Beside the schwenker steak, sausages (German bratwurst and French merguez), vegetables (such as bell peppers), Brötchen (German bread rolls, in Saarland preferably Doppelweck, see German cuisine), baguette (French type of bread) with garlic butter, potatoes and feta cheese (the latter three protected in aluminium foil) are often grilled.

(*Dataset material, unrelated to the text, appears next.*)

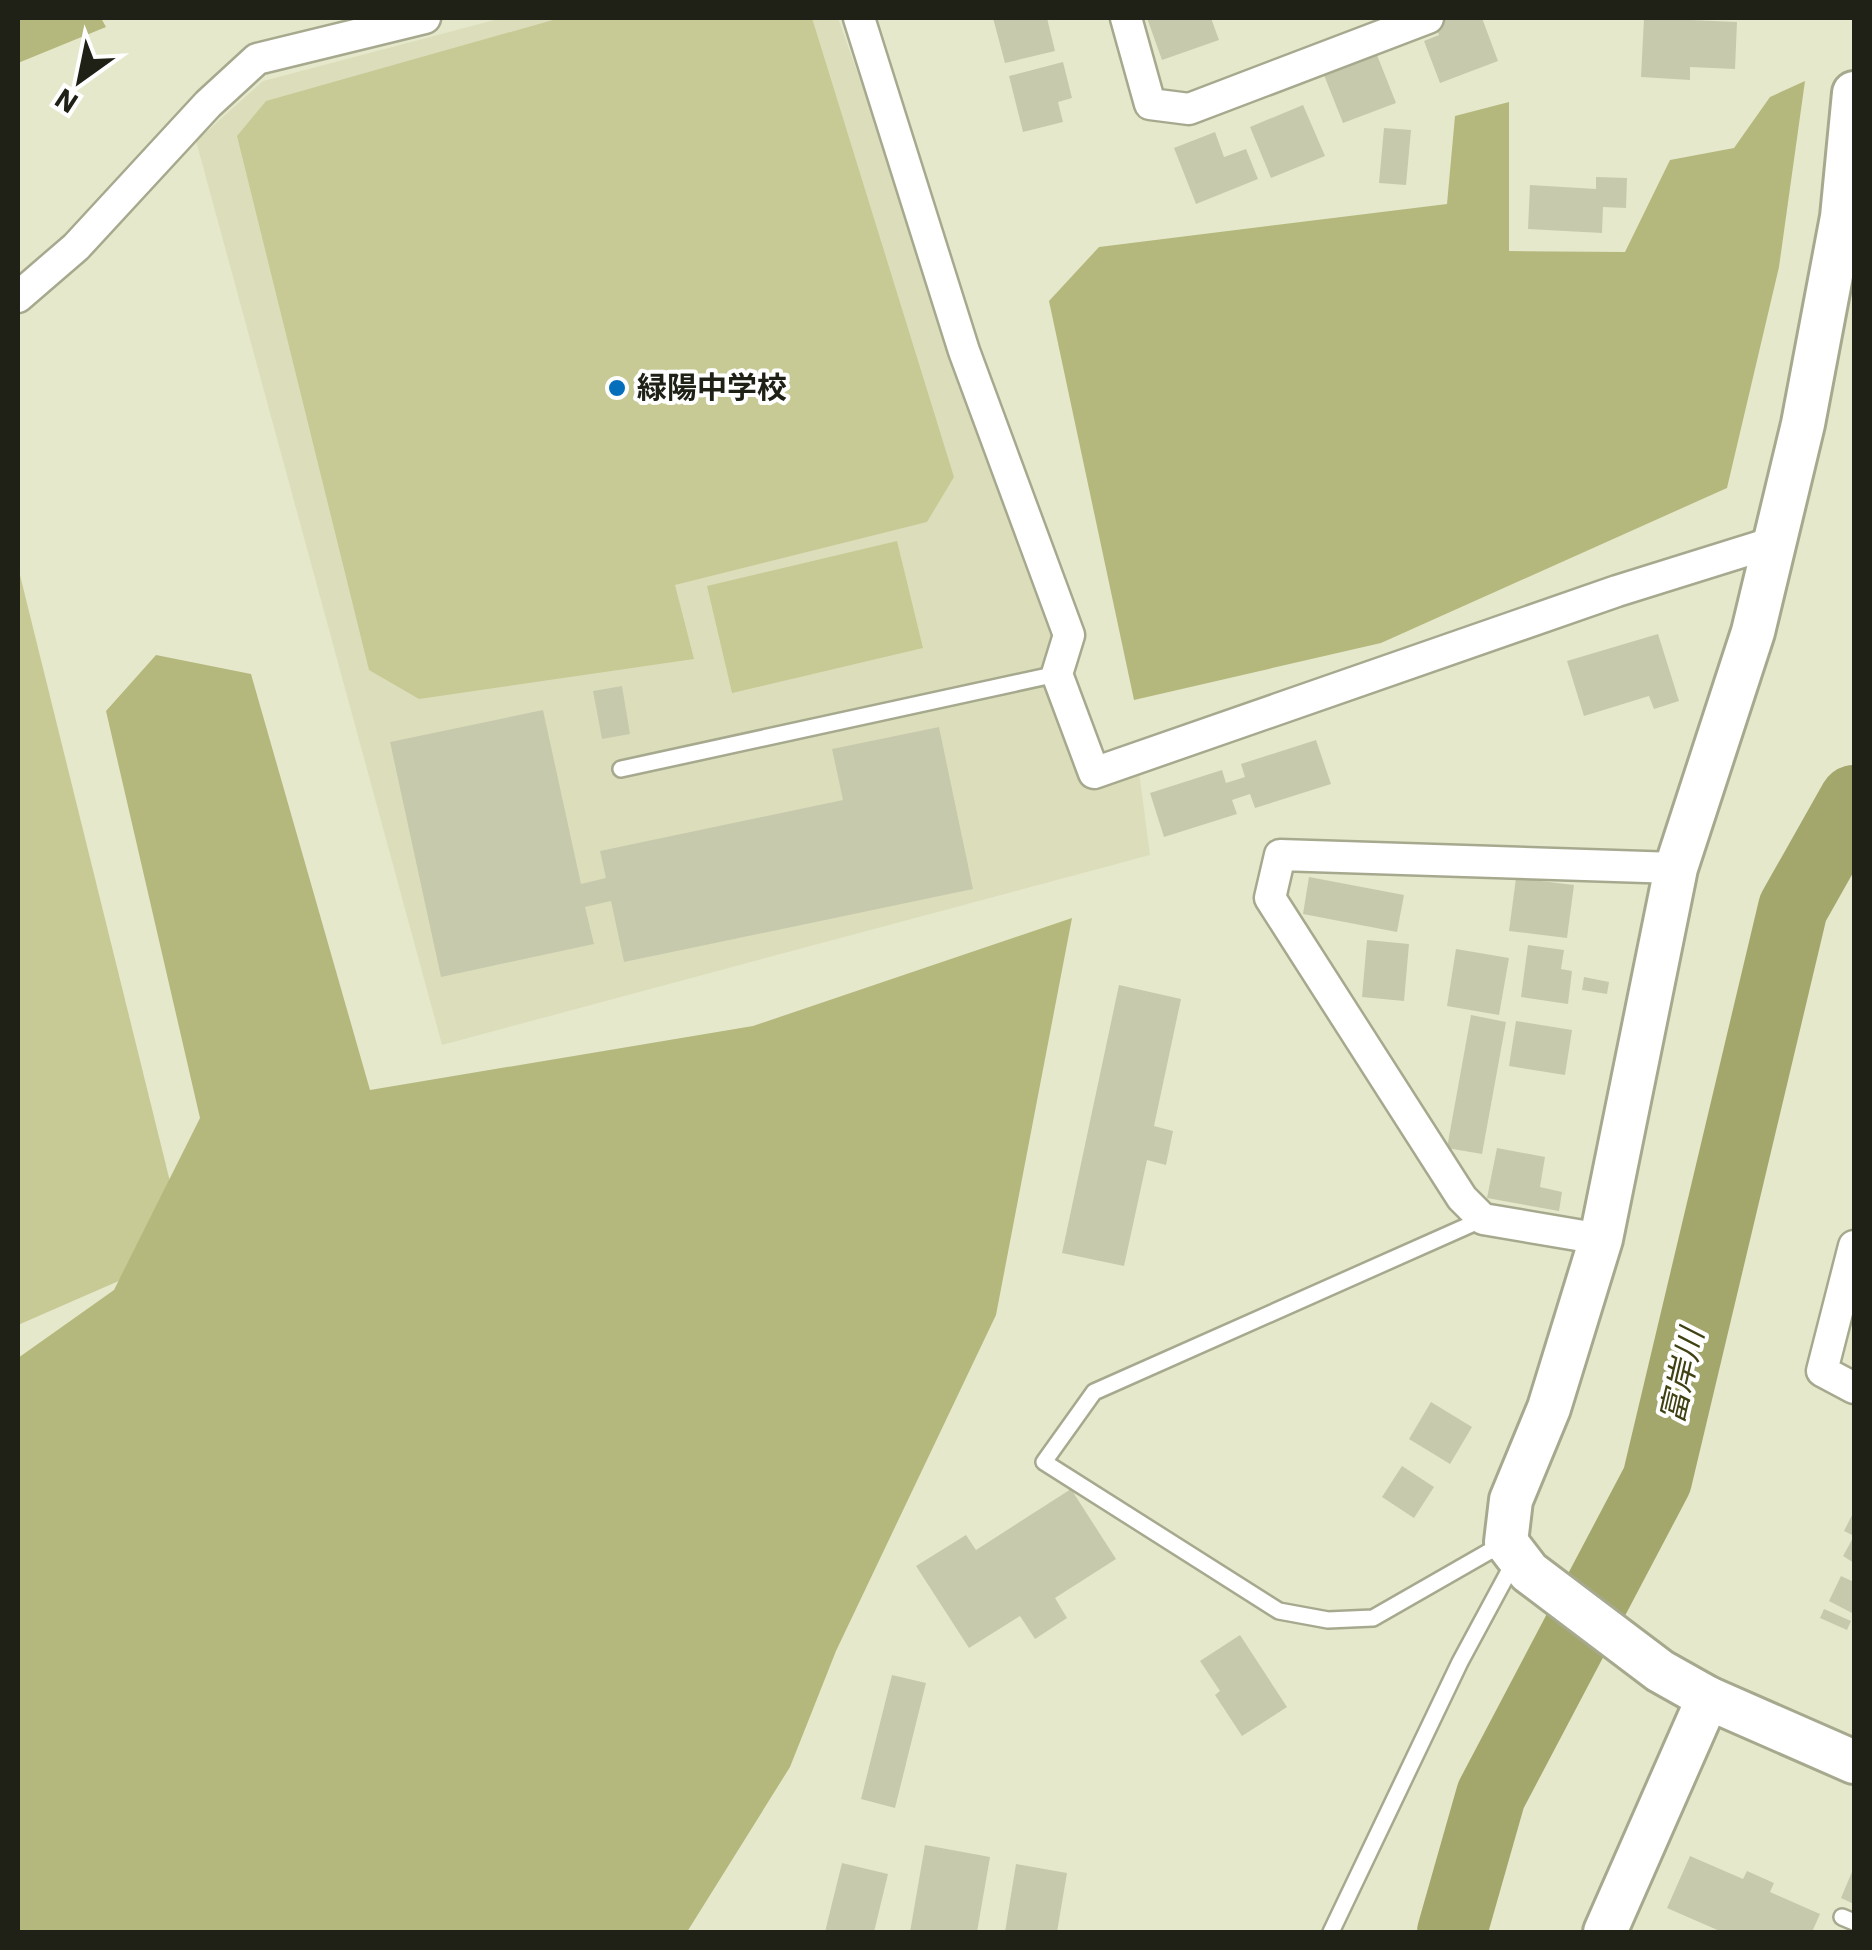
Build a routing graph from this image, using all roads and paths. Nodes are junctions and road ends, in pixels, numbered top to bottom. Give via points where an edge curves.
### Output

Various side salads (usually a pasta (typically fusilli or spiralini) salad, a potato salad and a green salad), and baguette or flutes are served with the schwenker steak. Many prefer specific beers, such as a pils from a local brewery, with their schwenker steak.

==Brief history==

Map showing the approximate prevalence of the "Schwenken" barbecue style in Germany

Legend has it that this style of cooking came to the region from South America, specifically the Rio Grande do Sul region of Brazil, where it is said that German immigrants took it back home to their region of origin, the Hunsrück area, and Idar-Oberstein in particular. The region's Agate cutters had to travel further afield for their supplies as the local deposits became worked out in the early 19th Century and it is said that they enjoyed the Churrascaria they found in Brazil. The main similarity is that large chunks of meat are cooked over an open fire and served with vegetables.

In Saarland it is believed that the technique became more popular due to the local steel industry, which allowed the workers to construct their schwenker grills easily on their own, from metal parts discarded in steel production. Even today, although steel production in Saarland plays a smaller role than before, it is considered somewhat inappropriate to buy a schwenker in a shop, but rather construct it oneself, preferably from high quality steel varieties, such as V2A steel.

The process of grilling the schwenker is known as “Schwenken”, which not only describes the grilling process itself but also the social event which surrounds the grilling activity. In Saarland, one is not invited to a barbecue, but to a Schwenken.

Today, schwenken is also becoming popular in neighboring Luxembourg, as evidenced by the fact that a Luxembourgian team won the discipline of "Schwenken" in a European barbecue competition in Saarland in 2019.

==Related dishes==
In the nearby Hunsrück district of Rhineland-Palatinate, the local speciality Spießbraten is often served along with or instead of schwenker. Raw meat, most usually pork neck or loin, but sometimes also beef, is marinated in a mixture of onions, salt and pepper for several hours. The steaks are usually cut to about 3 cm and thus somewhat thicker than the usual pork-neck schwenker. The meat is then roasted over an open beech log fire and served with potatoes and grated radish or seasoned cabbage. This is carried out in a similar manner to schwenker on a large grill resembling a wheel hanging above the fire. The wheel is rotated slowly over the fire to ensure even cooking.

==A dish beyond borders==
Swinging grills and the aforementioned cuts are gaining popularity. If it's true that the Germans brought it from Brazil, it's also true that Americans brought it back to the U.S.

It is popular at beer festivals and other outdoor events and is also served in local restaurants, frequently accompanied with bratkartoffeln (sliced fried potatoes), onions and sweet cucumber.

For many years the town of Idar-Oberstein hosted an annual Spießbraten festival.